Editoria

26 marzo 2013 | 10:34

EDITORIA: LETTERA-DENUNCIA DI INSEGNANTE, LA PIU’ BELLA 2012

DOCENTE ROMANA VINCE CONCORSO ‘CARO DIRETTORE’

(ANSA) – ROMA, 25 MAR – ‘Io insegnante e la farsa dei voti’ é il titolo della lettera che, pubblicata su Repubblica del 5 giugno, è stata scelta come la più significativa del 2012 nell’ambito di ‘Caro direttore’, un’iniziativa che, ideata dall’Azienda di soggiorno e turismo di Bolzano, è una vetrina-web (www.carodirettore.eu) delle lettere più interessanti che appaiono su quotidiani e periodici italiani. E’ firmata da un’insegnante, Gabriella Nucci, di Roma, che con il suo scritto, si rileva nella motivazione, con rara capacità  di sintesi “rende esplicita l’ipocrisia fallimentare della scuola italiana, specchio della società  che la circonda”. A decretarne la vittoria è stata una giuria che, presieduta da Lella Costa, comprende, tra gli altri, Giulio Anselmi, Camilla Baresani, Isabella Bossi Fedrigotti, Ilvo Diamanti, Massimo Donelli, Stefano Lorenzetto, Marcello Lunelli, Pierluigi Magnaschi, Edoardo Raspelli, Marzio Achille Romani, Fabio Tamburini.

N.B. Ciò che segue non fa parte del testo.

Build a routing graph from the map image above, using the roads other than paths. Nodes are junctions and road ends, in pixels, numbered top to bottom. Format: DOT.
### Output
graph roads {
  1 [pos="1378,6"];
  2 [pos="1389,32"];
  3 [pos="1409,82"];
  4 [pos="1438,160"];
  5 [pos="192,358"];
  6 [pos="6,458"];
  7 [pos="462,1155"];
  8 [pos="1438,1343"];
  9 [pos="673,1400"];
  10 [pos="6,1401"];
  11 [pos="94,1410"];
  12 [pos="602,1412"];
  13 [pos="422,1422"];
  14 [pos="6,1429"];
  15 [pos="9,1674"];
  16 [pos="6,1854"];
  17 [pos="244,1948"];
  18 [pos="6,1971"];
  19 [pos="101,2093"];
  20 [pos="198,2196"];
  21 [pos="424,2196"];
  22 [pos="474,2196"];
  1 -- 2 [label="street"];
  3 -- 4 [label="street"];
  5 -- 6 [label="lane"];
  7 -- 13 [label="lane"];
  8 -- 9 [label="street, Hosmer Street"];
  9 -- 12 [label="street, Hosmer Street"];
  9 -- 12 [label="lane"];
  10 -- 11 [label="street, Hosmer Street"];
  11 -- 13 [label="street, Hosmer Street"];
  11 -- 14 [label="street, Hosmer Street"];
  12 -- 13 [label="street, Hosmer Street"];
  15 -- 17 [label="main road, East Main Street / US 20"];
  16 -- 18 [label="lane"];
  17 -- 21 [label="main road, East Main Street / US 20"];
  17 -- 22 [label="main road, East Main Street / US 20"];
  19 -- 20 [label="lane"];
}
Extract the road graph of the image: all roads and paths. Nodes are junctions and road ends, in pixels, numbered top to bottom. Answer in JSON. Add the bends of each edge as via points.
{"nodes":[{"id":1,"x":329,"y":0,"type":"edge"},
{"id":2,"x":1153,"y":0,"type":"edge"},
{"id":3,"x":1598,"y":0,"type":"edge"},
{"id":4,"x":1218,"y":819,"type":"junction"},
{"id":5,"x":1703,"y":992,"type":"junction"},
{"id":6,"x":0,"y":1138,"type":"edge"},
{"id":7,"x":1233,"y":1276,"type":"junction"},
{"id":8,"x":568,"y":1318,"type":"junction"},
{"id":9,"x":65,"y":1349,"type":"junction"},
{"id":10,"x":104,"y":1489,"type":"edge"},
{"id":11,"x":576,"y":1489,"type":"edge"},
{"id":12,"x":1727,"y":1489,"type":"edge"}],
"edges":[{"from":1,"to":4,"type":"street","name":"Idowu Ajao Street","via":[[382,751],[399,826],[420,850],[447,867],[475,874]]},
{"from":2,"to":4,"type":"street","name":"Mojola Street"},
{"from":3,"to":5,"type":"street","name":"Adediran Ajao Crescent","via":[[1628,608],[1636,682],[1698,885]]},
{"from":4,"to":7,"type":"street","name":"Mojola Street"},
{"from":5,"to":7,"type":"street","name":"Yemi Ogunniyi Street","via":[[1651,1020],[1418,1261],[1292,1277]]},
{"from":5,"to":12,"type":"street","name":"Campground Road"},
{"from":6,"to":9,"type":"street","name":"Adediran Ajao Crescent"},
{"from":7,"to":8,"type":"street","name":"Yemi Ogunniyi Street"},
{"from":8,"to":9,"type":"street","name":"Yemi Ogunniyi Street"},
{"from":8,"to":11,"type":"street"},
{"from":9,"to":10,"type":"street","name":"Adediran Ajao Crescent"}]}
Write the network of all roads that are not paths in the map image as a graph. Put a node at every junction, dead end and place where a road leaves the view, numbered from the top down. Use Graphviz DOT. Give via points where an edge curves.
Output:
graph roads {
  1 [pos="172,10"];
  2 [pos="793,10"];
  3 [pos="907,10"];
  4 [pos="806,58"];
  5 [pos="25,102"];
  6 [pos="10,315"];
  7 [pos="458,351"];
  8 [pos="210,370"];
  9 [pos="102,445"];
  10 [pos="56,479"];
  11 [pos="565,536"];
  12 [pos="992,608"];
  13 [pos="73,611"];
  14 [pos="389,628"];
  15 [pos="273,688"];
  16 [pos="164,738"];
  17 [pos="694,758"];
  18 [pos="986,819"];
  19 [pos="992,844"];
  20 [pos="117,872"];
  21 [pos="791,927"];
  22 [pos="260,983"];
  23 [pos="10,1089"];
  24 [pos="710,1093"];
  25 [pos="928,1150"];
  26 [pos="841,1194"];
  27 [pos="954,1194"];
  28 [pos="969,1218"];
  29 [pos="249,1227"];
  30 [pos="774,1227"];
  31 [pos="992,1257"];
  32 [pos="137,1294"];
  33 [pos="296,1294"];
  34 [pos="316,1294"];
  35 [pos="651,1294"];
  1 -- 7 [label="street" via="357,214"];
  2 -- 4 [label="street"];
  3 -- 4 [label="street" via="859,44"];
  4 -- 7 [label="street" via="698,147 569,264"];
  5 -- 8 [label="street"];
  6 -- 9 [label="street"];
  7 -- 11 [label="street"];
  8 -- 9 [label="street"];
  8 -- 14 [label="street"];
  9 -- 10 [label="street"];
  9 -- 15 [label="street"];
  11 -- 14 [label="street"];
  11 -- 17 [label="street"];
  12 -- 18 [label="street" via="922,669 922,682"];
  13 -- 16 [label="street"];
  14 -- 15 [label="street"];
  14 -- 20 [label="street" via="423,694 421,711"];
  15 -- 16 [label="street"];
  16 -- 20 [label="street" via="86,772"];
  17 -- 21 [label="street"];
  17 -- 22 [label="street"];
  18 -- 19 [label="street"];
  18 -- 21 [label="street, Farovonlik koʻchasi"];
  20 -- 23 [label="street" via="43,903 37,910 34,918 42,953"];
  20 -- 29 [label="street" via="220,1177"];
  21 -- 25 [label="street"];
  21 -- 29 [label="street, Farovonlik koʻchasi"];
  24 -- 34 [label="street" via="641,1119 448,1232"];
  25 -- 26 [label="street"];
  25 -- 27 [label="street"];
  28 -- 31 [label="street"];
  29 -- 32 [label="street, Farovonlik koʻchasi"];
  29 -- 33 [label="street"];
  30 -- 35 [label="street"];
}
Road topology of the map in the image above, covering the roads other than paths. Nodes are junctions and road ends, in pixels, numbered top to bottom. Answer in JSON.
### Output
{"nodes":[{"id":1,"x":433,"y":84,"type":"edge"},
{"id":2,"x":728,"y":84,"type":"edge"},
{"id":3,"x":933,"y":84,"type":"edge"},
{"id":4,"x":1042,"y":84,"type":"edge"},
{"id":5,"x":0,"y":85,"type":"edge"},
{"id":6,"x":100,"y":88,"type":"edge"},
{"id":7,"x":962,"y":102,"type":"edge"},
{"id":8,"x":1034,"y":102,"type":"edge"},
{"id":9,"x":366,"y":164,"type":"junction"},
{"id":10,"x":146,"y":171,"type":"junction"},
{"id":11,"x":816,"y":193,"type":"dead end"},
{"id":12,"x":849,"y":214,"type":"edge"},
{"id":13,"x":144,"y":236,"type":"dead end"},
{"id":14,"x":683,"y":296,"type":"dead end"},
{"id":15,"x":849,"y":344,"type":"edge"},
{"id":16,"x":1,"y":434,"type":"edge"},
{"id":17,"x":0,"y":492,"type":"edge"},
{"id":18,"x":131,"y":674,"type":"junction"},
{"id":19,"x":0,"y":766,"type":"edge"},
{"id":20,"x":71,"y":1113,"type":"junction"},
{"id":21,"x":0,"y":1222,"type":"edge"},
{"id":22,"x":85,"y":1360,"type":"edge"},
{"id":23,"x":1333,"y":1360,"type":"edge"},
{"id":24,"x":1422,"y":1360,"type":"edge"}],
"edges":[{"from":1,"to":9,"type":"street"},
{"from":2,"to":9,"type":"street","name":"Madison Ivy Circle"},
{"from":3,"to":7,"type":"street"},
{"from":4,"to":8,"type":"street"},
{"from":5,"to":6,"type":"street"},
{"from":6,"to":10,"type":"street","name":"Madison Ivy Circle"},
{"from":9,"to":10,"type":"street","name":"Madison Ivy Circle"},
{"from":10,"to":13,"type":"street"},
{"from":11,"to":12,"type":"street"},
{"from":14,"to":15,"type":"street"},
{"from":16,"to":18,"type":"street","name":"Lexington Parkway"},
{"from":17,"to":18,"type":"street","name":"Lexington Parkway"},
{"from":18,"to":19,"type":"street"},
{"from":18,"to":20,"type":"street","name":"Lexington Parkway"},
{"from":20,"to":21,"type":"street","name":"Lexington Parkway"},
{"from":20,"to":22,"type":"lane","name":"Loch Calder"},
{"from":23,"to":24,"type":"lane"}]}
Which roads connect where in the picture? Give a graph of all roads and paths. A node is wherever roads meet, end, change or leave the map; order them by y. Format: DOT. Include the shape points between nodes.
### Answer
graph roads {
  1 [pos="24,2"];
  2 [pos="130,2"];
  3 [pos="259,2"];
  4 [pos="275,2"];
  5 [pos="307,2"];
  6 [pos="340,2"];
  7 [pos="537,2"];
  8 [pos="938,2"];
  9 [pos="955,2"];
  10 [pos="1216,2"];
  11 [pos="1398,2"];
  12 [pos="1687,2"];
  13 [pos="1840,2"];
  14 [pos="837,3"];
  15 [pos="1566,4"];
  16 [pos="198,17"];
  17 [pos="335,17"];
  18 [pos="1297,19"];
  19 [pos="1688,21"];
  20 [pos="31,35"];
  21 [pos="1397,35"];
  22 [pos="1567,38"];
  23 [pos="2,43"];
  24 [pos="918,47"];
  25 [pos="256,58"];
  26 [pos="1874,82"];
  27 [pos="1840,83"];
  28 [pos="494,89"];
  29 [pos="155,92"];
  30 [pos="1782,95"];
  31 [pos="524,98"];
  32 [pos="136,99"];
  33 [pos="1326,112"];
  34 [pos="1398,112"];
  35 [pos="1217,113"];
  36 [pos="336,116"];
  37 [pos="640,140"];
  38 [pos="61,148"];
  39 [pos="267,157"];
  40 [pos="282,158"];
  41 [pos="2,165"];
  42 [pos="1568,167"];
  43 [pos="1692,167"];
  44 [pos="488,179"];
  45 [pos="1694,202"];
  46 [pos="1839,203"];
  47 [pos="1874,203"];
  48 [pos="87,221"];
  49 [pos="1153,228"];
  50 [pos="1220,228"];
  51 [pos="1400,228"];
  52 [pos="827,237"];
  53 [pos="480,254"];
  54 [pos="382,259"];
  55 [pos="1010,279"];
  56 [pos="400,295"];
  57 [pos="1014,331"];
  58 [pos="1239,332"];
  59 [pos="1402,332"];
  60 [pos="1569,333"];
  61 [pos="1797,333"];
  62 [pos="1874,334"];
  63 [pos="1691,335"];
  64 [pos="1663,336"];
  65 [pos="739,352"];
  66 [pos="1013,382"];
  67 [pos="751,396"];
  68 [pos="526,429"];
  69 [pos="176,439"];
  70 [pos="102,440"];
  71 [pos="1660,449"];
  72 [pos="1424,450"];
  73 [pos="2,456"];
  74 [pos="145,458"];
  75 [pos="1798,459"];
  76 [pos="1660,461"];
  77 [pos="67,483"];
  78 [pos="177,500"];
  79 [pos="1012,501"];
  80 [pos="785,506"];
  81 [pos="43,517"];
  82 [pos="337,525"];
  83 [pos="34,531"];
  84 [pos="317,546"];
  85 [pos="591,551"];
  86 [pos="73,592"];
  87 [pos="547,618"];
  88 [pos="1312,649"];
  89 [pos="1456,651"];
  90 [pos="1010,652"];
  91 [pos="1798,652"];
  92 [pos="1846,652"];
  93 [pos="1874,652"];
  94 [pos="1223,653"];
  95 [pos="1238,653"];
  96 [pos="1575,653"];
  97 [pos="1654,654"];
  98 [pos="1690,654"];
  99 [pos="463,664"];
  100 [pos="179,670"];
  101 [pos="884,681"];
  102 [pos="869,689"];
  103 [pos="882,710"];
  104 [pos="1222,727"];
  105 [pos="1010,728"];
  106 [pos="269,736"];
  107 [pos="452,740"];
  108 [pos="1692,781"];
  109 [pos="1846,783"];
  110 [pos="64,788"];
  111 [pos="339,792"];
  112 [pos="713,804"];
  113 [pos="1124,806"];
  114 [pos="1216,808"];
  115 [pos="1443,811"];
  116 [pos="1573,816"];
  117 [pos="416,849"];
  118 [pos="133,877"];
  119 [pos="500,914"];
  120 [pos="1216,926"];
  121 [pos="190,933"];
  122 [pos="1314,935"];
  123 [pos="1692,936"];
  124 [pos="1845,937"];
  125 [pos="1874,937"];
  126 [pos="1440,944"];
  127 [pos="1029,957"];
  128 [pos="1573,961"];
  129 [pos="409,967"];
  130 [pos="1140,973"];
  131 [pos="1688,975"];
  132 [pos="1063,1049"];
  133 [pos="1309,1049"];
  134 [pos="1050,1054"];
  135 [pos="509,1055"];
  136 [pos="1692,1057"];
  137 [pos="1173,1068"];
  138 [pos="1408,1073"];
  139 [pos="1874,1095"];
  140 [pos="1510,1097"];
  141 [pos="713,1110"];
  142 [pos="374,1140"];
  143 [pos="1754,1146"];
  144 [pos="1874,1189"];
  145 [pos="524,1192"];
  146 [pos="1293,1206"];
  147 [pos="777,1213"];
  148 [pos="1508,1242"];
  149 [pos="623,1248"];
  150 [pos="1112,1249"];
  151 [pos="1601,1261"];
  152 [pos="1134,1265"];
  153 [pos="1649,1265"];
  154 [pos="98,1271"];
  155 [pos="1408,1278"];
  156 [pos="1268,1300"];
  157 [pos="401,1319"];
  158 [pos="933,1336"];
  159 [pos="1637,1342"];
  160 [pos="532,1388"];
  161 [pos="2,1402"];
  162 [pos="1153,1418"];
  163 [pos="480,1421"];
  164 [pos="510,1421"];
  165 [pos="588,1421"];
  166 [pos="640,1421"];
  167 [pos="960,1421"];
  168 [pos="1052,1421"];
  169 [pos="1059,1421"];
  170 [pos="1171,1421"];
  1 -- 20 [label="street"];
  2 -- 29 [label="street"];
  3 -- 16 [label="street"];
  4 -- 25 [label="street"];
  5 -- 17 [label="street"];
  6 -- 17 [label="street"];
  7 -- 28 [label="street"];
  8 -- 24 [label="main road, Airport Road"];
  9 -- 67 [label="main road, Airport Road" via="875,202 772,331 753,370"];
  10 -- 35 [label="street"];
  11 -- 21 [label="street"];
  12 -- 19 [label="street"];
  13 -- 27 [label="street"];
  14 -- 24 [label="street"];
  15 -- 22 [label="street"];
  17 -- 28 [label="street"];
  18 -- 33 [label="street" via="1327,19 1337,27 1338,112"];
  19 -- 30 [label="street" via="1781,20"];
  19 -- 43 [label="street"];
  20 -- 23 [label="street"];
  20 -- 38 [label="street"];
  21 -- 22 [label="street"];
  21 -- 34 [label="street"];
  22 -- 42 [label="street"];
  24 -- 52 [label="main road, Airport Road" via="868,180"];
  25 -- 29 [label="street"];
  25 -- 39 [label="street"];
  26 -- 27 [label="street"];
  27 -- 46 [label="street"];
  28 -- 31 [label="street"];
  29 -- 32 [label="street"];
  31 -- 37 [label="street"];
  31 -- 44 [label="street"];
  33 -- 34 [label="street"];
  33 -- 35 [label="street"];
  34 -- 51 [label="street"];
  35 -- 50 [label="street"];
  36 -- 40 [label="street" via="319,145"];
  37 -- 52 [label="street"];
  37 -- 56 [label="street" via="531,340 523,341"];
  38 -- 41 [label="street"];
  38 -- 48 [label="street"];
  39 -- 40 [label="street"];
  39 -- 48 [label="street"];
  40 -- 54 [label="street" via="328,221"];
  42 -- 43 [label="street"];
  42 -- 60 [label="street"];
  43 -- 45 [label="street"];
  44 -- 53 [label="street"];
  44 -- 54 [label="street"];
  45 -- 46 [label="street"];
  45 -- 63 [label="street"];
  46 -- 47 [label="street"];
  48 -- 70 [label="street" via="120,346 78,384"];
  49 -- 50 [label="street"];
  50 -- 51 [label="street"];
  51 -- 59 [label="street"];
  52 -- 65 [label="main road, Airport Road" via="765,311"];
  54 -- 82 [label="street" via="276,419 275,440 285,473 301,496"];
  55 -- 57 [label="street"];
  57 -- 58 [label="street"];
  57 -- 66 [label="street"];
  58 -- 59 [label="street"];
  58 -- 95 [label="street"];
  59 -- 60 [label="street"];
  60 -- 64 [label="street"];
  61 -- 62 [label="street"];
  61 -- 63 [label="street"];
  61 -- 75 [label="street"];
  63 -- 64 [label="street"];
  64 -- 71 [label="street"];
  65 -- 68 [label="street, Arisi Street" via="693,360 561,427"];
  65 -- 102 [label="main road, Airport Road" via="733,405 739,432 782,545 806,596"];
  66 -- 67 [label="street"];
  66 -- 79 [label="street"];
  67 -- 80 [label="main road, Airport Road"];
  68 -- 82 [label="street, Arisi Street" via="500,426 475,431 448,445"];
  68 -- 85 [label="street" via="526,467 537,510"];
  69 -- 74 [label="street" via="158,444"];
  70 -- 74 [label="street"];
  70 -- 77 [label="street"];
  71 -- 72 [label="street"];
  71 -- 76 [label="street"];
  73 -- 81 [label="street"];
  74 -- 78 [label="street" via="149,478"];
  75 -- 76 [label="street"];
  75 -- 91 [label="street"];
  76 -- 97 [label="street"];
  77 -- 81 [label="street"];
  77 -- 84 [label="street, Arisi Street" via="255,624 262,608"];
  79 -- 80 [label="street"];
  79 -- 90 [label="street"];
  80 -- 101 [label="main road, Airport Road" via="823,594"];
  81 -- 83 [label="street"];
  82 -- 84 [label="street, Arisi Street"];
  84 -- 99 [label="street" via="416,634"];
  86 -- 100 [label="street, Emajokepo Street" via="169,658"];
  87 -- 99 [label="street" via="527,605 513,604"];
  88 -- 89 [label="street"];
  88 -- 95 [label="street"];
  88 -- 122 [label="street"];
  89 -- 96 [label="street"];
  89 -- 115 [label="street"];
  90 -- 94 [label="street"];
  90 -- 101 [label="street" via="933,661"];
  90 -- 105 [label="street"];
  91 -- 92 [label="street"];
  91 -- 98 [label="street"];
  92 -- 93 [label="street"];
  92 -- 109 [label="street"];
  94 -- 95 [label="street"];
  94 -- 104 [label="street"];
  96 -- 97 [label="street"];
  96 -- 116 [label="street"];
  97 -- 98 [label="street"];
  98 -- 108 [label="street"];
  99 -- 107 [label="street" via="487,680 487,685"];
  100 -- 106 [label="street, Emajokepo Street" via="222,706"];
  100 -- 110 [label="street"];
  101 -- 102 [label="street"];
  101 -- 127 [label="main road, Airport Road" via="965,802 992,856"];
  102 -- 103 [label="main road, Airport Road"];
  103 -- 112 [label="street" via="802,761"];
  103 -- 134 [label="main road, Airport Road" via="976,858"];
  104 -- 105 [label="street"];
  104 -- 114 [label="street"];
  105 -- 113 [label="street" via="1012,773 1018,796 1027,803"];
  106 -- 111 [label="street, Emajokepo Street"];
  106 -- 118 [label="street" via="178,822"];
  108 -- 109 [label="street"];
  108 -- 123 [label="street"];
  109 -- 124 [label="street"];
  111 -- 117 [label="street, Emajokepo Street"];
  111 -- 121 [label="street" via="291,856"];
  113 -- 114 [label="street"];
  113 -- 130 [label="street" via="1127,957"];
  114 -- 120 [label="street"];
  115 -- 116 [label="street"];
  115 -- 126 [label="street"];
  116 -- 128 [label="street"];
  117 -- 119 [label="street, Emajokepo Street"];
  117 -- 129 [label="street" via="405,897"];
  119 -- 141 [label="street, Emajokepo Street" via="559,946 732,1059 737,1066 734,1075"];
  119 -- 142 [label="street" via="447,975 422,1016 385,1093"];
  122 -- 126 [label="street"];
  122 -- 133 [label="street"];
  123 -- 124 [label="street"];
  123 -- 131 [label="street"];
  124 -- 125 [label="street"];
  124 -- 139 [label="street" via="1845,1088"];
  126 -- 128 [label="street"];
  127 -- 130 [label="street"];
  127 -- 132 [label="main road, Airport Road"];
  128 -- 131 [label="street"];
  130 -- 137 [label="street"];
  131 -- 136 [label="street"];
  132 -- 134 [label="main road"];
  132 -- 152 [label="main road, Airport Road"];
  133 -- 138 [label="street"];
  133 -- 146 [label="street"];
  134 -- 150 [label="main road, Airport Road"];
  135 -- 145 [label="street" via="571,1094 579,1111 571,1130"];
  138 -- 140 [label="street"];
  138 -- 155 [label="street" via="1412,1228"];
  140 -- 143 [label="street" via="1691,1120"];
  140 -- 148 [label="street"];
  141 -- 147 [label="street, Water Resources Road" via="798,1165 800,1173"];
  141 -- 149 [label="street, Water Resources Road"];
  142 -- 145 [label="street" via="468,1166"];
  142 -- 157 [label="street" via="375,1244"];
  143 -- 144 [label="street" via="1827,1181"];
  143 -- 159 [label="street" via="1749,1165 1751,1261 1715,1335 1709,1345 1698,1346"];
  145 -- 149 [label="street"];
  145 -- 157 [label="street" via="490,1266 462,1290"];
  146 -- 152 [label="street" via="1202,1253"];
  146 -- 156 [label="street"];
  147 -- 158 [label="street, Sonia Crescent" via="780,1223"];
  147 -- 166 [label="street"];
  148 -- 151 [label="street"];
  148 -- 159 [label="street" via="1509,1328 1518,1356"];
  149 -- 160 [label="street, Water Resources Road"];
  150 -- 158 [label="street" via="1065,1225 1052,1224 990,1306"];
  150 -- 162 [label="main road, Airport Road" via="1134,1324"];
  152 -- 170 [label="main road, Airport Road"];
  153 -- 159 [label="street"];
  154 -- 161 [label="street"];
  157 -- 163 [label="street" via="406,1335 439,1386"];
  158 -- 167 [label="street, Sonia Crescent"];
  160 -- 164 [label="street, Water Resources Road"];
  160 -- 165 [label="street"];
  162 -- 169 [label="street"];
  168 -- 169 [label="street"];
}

Al secondo posto ex aequo ‘Perche’ io, operaio, studio greco ogni giornò apparsa sulla Stampa il 16 aprile 2012 e ‘La nostra notte prima degli esami’ pubblicata su Repubblica il 21 giugno 2012. Questo il testo della lettera vincitrice: “Sono un’insegnante di scuola media e sono come tutti in piena fase di scrutini. Forse non tutti sanno che in pagella, da qualche anno, non si scrivono più i voti inferiori al sei; nel caso quindi di una o più insufficienze, si scrive un sei con un asterisco (o cerchiato in rosso) che rimanda ad un ‘legenda’, in calce o sul retro, che finalmente dice la verità  e che cioé quel sei è in realtà  un cinque o peggio. L’altro giorno, mentre mettevo l’ennesimo asterisco, ho pensato che il peggior fallimento del nostro sistema scolastico sia proprio questa ipocrisia, figlia di una pedagogia da quattro soldi che preferisce non turbare, piuttosto che educare”. (ANSA).